[Start of Attachment]
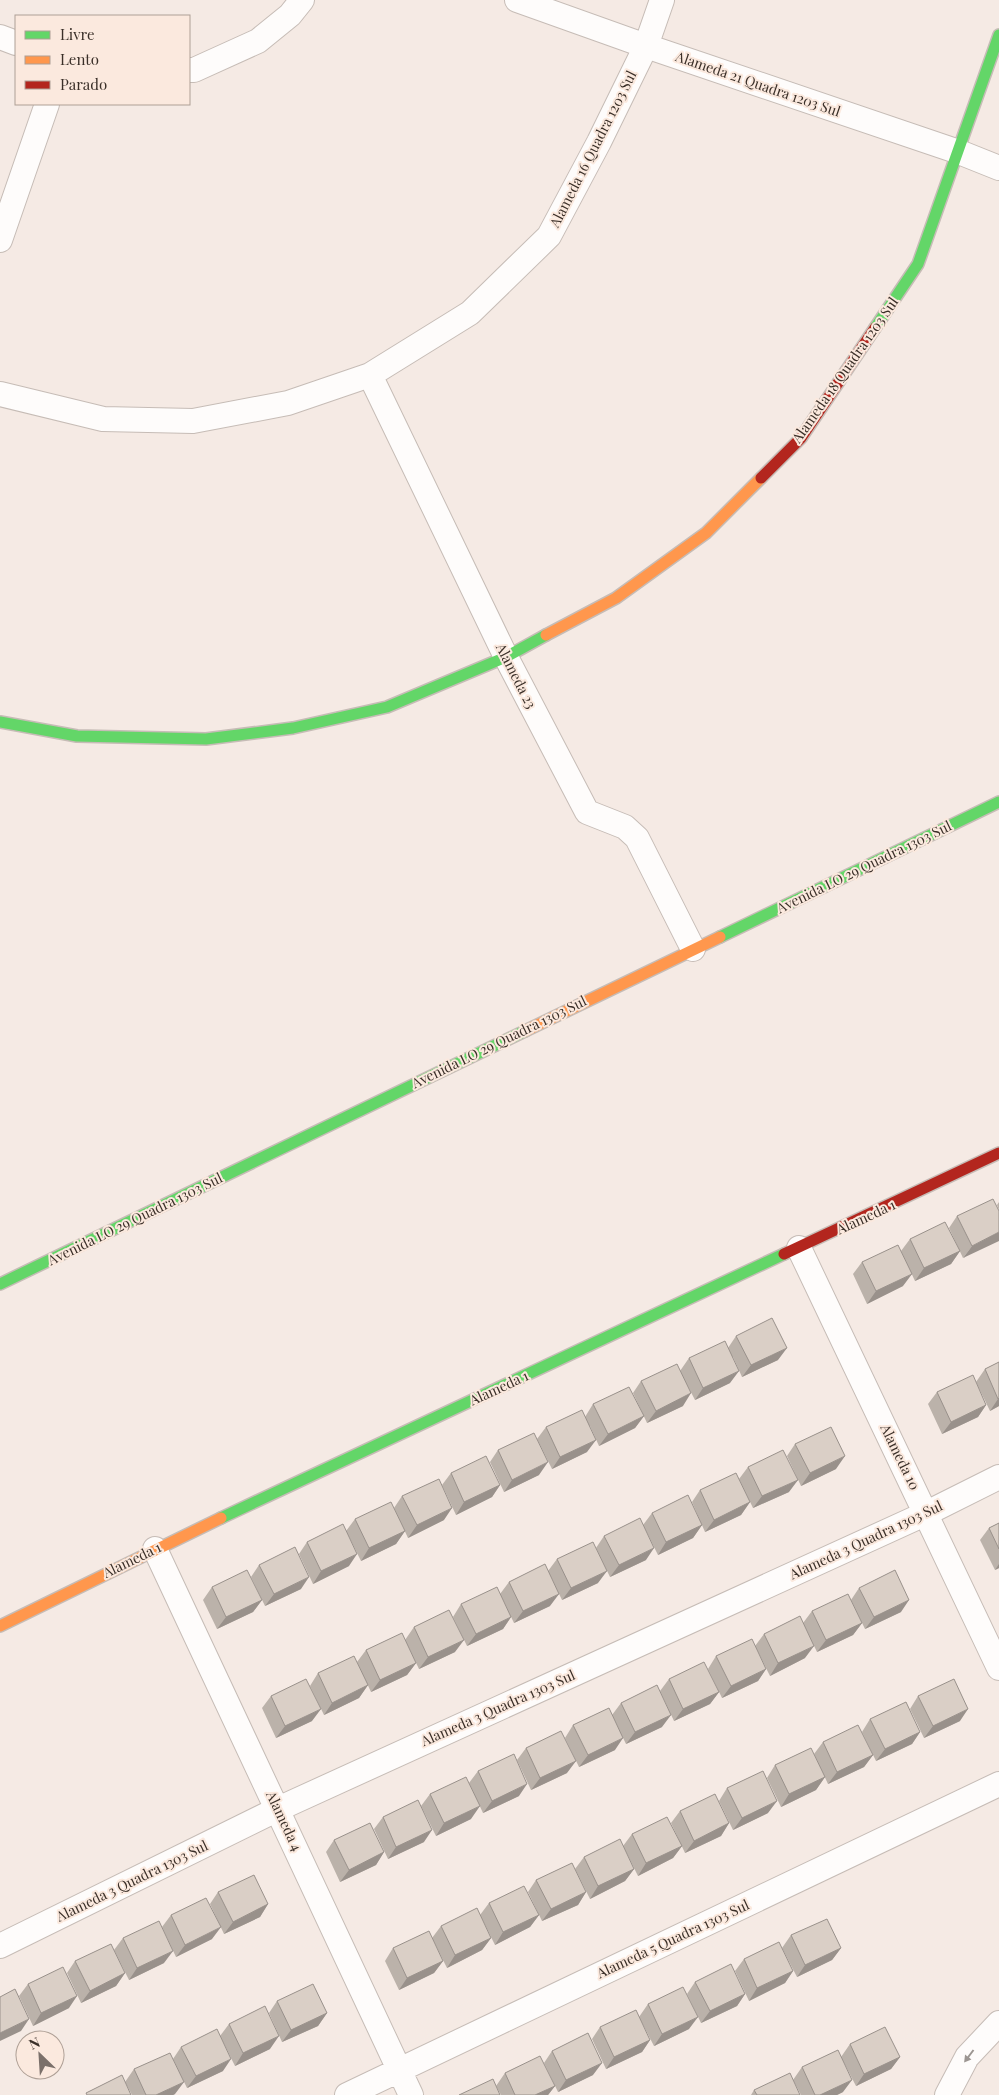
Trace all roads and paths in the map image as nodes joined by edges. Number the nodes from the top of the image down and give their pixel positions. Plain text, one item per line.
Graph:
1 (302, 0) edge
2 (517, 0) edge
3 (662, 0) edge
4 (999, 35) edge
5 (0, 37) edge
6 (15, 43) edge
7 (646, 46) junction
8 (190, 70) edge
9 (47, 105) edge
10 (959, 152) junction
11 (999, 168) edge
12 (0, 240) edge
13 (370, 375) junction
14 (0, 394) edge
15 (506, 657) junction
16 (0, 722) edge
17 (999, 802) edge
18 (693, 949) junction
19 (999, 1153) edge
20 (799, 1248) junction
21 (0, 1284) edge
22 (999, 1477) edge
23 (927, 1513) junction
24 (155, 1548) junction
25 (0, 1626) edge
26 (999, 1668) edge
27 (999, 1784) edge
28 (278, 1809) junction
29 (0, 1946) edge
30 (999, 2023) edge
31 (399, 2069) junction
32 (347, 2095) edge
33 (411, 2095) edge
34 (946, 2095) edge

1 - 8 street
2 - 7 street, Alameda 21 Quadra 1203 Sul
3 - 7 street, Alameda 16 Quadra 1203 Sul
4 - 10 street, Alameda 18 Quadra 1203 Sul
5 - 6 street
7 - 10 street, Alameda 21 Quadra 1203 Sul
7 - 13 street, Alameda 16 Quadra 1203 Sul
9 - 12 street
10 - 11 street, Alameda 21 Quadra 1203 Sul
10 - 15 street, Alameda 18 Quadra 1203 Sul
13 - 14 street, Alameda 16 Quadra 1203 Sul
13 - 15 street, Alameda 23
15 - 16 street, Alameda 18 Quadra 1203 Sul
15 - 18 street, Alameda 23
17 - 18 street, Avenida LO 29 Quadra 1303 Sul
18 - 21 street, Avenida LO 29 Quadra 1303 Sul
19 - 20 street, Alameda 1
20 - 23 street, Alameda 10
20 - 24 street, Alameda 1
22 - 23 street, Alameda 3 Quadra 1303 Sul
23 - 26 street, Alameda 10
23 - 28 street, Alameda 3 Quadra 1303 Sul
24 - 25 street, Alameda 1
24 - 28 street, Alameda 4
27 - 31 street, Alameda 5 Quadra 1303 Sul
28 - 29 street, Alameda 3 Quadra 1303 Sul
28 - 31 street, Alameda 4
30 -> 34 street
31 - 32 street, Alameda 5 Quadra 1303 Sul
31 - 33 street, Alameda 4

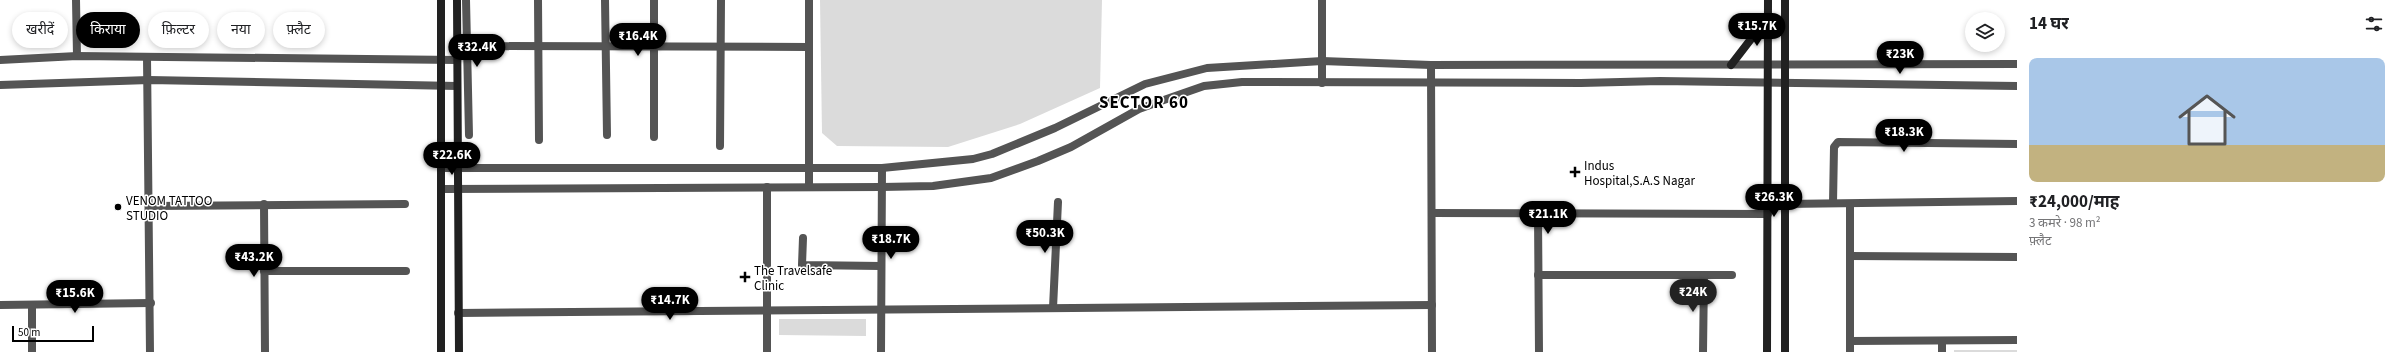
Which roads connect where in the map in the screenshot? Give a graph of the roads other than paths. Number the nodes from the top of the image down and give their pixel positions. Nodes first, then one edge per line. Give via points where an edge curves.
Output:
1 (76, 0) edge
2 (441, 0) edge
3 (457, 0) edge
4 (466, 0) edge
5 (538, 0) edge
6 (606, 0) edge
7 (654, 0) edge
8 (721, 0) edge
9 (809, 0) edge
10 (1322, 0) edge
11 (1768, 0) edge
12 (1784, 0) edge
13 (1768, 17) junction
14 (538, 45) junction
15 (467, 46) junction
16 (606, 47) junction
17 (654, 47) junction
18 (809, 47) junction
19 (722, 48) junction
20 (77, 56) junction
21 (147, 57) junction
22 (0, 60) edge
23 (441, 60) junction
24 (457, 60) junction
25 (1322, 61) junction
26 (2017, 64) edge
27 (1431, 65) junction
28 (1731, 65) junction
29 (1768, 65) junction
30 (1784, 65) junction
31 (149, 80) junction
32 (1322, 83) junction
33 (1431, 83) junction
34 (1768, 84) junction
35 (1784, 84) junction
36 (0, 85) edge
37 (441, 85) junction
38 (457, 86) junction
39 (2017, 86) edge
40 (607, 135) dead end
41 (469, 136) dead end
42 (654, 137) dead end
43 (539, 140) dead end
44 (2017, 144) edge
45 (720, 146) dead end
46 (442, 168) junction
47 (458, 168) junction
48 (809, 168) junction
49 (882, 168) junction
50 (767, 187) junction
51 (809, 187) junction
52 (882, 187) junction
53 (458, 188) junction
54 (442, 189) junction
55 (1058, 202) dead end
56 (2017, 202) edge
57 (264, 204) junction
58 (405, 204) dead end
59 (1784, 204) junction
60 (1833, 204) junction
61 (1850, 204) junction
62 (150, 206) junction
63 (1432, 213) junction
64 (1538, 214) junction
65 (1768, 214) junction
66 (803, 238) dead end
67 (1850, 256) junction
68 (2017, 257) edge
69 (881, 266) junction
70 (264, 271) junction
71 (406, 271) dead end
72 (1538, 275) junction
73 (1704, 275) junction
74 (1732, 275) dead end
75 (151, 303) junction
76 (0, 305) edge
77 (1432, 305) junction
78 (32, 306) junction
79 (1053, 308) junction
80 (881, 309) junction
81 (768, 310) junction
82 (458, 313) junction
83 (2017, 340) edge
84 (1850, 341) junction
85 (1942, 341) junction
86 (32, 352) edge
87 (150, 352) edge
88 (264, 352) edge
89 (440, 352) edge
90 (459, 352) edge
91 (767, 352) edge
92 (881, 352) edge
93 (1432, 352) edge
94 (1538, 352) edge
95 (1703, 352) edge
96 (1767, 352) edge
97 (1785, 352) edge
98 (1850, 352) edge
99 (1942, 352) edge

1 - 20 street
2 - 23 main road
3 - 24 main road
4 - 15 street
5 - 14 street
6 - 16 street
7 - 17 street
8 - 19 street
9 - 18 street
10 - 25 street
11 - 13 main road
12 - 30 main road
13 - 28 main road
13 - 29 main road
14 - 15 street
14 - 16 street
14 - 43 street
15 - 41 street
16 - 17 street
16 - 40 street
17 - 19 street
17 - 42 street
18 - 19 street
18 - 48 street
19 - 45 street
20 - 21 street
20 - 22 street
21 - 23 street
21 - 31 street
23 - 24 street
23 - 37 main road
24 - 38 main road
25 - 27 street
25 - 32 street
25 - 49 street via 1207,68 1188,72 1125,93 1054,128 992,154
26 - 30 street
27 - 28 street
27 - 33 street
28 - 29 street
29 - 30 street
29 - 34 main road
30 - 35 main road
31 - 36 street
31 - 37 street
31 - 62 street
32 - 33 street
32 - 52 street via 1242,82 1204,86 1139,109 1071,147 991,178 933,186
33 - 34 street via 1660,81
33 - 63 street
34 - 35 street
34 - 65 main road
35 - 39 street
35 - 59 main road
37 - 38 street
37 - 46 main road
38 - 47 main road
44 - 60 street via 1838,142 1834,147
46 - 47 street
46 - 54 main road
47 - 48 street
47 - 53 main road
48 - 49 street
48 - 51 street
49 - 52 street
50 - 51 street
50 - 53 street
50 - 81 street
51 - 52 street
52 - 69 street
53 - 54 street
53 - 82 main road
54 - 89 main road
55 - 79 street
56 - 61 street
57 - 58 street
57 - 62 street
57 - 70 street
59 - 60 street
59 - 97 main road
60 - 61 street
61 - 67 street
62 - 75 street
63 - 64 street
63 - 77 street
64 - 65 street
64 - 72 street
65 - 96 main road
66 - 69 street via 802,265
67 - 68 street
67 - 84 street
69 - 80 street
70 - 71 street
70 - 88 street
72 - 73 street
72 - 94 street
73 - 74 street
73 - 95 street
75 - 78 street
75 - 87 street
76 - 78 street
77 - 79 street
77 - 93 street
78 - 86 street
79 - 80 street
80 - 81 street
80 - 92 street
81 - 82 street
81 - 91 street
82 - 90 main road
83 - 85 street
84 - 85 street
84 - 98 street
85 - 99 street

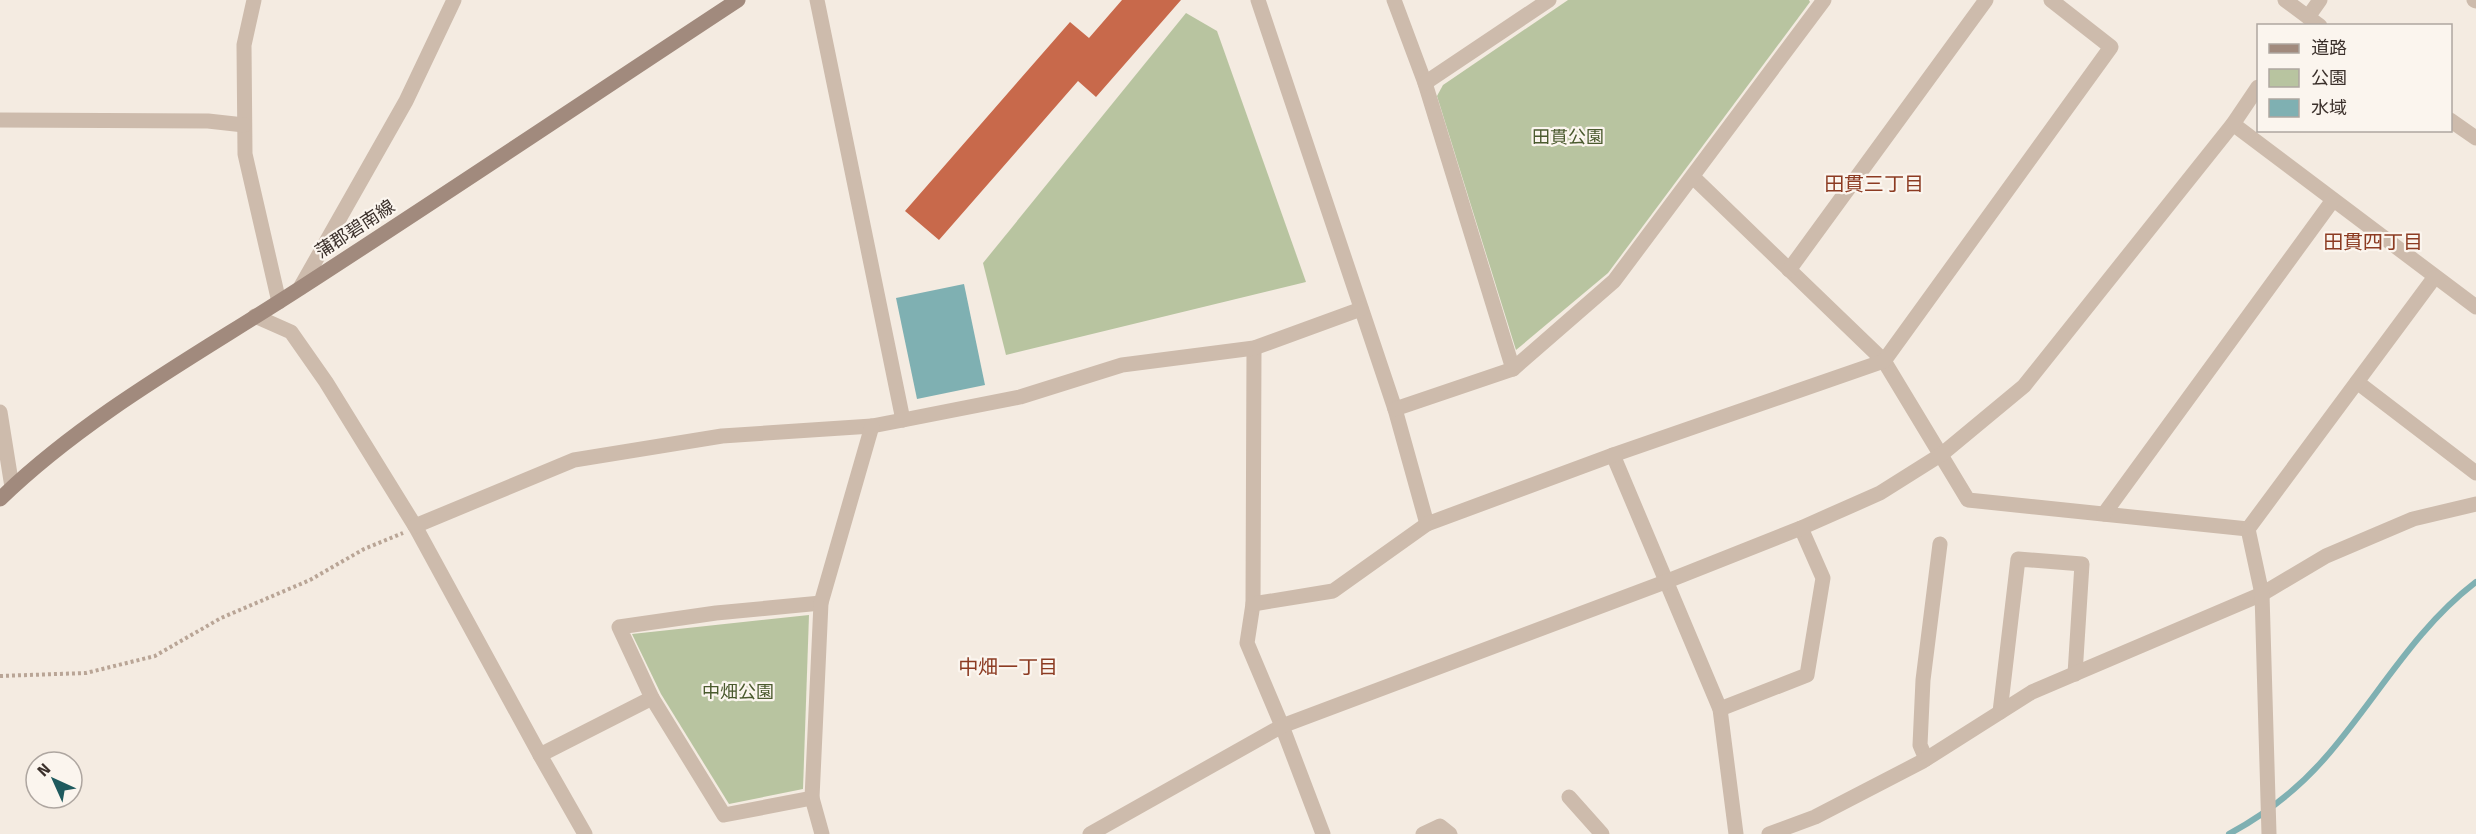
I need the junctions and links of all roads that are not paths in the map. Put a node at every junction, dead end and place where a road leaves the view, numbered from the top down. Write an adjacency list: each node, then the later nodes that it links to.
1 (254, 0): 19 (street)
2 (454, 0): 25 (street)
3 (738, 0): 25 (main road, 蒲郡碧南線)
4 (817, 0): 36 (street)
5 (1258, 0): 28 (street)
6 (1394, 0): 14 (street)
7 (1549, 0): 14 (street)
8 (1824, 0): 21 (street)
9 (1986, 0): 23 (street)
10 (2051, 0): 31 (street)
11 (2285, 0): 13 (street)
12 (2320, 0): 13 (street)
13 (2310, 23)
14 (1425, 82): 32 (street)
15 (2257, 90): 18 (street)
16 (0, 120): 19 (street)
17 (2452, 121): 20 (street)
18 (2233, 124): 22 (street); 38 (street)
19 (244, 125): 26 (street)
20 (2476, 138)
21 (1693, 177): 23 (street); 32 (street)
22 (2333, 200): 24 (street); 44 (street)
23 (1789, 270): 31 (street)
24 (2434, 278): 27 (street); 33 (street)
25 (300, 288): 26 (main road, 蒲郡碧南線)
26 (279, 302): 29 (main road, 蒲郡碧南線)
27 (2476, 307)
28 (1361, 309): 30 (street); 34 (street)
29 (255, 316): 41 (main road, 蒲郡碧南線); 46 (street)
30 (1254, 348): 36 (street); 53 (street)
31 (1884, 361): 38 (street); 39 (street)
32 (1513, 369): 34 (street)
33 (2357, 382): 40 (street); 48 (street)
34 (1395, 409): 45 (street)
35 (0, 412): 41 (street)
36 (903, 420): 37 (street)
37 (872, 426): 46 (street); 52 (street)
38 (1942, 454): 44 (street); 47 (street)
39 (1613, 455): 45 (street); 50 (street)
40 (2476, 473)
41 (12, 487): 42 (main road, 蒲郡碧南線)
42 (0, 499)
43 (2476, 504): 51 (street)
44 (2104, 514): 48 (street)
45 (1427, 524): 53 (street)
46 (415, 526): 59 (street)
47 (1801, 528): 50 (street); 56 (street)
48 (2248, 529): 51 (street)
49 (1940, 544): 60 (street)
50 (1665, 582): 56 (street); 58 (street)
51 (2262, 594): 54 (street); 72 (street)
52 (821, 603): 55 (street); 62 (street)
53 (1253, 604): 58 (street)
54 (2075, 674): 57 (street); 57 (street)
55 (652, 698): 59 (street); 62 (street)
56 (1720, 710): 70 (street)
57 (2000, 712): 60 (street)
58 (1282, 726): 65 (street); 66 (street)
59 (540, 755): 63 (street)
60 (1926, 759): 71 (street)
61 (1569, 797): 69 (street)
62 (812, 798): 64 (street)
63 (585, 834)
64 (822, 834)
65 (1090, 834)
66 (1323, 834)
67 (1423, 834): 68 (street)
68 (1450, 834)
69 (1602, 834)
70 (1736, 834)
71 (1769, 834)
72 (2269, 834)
[End of Attachment]
[PROBLEM REQUIREMENTS]: Your answer should be a single number: how many lines of the material contain "image".

[ANSWER SPACE]: 2